WORK INSTRUCTION - Find all lines below containing the string "dead" and return them.
===
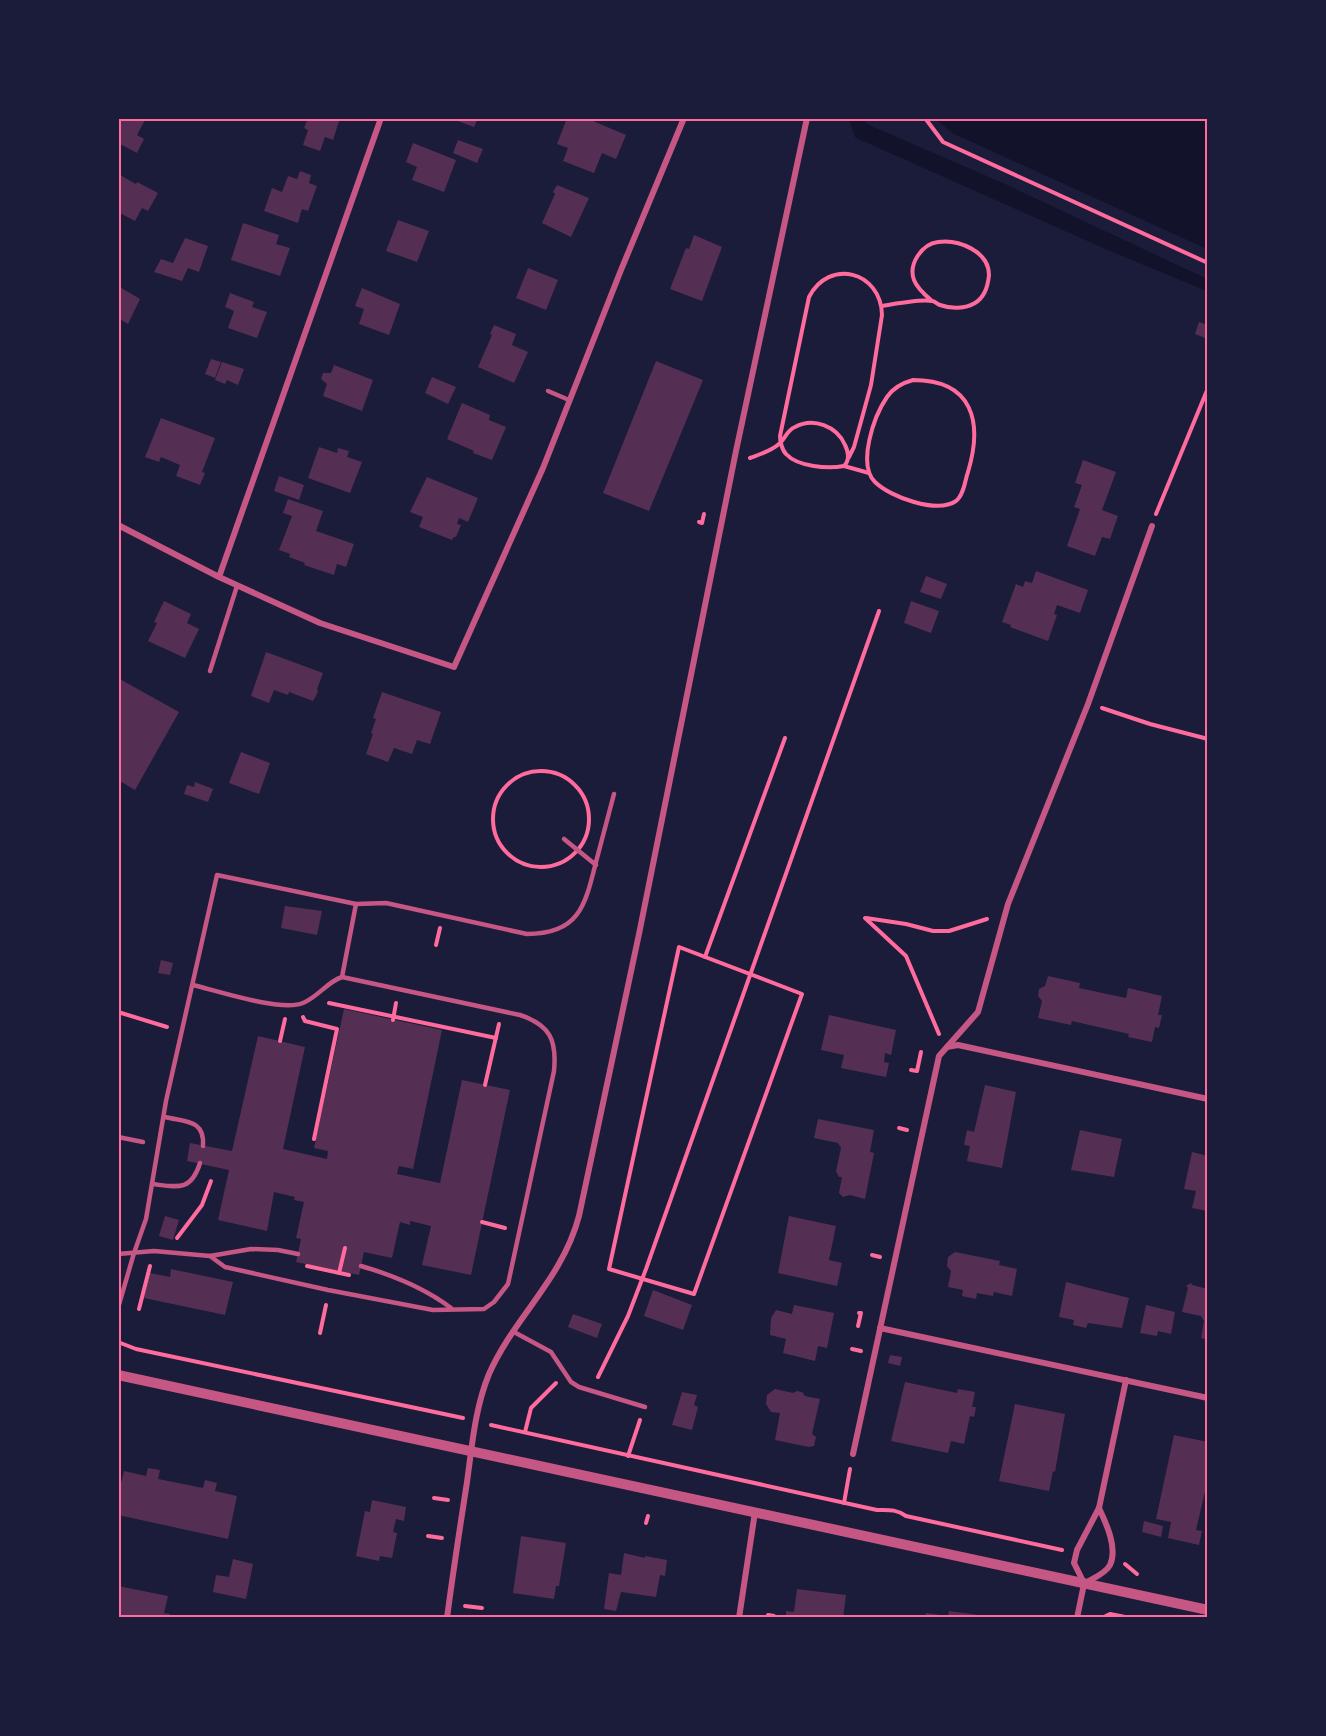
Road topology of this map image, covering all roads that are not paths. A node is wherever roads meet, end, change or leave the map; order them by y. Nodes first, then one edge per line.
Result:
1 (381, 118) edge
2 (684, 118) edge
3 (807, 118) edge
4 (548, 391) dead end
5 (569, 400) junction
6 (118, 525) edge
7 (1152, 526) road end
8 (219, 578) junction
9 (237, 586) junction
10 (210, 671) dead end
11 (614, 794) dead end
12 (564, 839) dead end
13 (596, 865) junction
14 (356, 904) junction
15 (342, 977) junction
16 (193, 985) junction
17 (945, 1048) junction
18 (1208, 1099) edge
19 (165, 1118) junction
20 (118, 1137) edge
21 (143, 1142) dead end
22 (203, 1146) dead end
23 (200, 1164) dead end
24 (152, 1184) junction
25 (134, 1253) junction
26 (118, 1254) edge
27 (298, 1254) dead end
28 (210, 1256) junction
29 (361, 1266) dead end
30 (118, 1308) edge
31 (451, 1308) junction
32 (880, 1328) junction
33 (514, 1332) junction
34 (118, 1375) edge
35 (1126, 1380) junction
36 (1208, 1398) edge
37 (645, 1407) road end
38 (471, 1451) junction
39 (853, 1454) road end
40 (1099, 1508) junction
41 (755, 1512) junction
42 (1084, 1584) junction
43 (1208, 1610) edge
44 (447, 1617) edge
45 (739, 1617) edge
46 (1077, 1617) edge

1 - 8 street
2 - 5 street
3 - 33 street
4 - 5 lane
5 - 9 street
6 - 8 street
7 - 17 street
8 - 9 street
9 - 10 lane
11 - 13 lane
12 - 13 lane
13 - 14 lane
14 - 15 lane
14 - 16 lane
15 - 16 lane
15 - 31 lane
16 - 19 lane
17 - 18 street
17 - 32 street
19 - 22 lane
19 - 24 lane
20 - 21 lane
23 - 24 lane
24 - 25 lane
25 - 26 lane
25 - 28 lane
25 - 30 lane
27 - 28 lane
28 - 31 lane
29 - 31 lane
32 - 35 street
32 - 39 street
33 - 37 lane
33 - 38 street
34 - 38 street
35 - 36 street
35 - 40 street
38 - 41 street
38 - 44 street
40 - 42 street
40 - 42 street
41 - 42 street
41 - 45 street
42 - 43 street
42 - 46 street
===
RESPONSE TO THIS EXERCISE -
4 (548, 391) dead end
10 (210, 671) dead end
11 (614, 794) dead end
12 (564, 839) dead end
21 (143, 1142) dead end
22 (203, 1146) dead end
23 (200, 1164) dead end
27 (298, 1254) dead end
29 (361, 1266) dead end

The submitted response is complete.